--- DATA SUPPLIED Enclosed Below ---

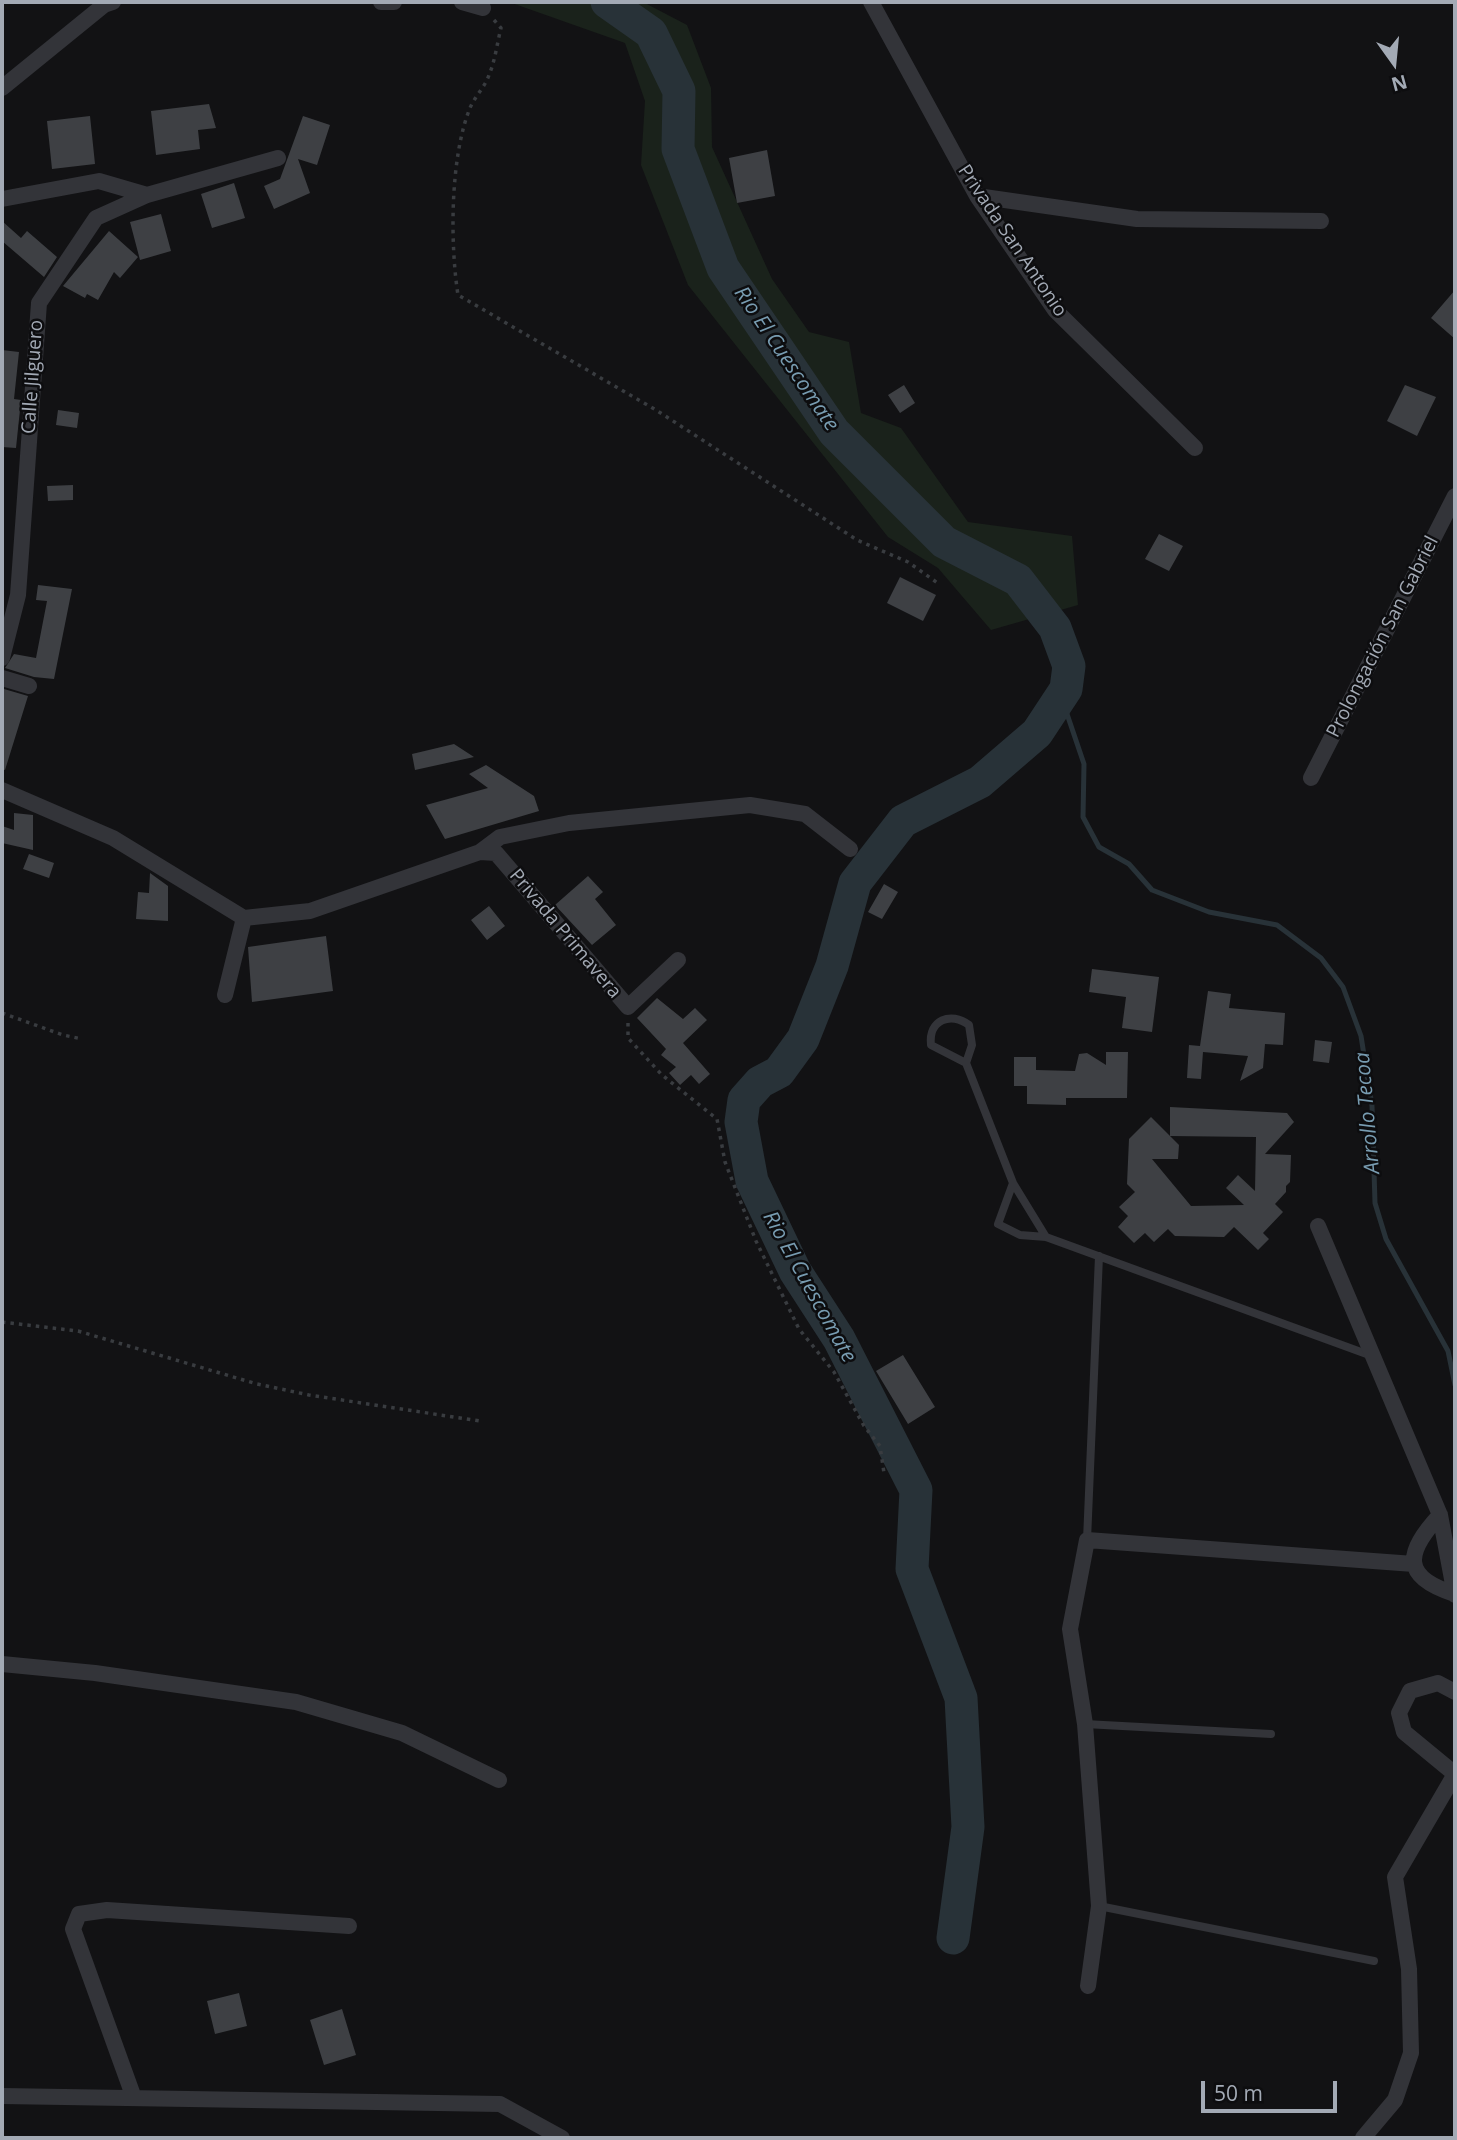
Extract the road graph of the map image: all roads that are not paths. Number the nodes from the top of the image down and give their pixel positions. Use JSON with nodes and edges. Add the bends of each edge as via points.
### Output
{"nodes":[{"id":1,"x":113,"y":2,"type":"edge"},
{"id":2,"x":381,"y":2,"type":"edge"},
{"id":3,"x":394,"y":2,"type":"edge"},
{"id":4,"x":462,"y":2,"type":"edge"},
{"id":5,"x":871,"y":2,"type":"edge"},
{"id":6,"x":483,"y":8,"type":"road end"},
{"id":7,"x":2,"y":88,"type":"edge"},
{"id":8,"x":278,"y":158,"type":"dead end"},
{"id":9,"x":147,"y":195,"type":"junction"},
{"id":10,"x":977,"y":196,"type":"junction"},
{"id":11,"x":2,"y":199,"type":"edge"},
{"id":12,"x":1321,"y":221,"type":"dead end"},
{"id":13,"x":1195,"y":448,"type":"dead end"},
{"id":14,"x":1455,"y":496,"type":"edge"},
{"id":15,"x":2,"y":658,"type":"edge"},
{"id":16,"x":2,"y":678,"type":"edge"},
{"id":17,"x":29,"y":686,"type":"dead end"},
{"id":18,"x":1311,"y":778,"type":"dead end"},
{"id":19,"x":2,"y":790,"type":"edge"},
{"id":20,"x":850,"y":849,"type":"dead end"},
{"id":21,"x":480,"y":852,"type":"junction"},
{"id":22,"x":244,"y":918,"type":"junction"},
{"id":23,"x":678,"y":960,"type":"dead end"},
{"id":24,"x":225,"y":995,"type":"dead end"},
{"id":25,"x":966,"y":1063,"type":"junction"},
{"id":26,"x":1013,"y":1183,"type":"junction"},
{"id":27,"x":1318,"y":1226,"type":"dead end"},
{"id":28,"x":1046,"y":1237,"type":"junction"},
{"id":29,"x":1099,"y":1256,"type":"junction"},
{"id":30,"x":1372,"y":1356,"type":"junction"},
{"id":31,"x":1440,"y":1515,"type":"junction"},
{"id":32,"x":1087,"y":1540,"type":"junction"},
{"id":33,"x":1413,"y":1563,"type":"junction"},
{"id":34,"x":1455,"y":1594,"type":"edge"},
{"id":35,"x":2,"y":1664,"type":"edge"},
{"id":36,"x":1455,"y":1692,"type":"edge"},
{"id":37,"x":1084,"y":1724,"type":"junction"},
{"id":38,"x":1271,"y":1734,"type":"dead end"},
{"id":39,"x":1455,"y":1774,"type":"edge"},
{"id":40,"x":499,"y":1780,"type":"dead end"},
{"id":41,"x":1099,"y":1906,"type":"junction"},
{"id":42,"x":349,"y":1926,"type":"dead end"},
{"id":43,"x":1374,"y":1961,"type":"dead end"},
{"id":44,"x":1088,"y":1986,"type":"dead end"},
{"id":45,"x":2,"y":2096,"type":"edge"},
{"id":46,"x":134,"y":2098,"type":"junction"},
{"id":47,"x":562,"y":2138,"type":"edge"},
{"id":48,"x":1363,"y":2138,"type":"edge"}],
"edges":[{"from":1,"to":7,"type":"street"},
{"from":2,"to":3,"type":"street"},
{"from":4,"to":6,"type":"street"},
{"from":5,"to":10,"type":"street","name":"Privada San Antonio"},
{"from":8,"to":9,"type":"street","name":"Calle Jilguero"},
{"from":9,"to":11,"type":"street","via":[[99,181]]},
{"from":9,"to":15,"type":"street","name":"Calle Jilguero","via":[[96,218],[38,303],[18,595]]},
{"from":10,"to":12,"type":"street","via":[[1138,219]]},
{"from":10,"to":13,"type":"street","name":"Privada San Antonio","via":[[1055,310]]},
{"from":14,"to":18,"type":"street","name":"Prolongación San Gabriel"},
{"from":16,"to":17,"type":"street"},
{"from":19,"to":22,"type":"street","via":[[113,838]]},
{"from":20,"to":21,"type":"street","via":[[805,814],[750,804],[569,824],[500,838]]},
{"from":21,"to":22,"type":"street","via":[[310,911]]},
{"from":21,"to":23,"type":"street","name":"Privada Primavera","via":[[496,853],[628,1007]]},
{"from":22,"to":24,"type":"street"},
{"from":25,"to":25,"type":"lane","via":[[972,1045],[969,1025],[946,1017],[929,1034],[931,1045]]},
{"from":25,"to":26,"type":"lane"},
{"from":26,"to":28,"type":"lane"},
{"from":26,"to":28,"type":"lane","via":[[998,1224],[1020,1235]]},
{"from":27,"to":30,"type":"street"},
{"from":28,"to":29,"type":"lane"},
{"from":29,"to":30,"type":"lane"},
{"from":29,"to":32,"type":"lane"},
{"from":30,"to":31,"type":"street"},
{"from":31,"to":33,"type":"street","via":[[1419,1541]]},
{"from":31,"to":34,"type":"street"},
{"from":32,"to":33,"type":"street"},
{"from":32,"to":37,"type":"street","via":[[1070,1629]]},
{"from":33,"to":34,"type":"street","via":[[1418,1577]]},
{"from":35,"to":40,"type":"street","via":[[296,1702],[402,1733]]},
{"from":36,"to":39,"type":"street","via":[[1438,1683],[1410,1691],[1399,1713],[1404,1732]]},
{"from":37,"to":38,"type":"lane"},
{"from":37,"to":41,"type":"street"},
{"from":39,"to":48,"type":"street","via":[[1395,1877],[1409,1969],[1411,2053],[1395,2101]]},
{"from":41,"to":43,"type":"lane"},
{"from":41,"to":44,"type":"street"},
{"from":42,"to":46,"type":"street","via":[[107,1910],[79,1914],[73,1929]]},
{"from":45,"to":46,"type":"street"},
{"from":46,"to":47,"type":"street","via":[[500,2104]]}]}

--- End of Enclosed DATA SUPPLIED ---

[AIM OF THE TASK]
Each line of the entries above that contains "nodes" is to be copied.

[EXERCISE RESPONSE]
Extract the road graph of the map image: all roads that are not paths. Number the nodes from the top of the image down and give their pixel positions. Use JSON with nodes and edges. Add the bends of each edge as via points.
{"nodes":[{"id":1,"x":113,"y":2,"type":"edge"},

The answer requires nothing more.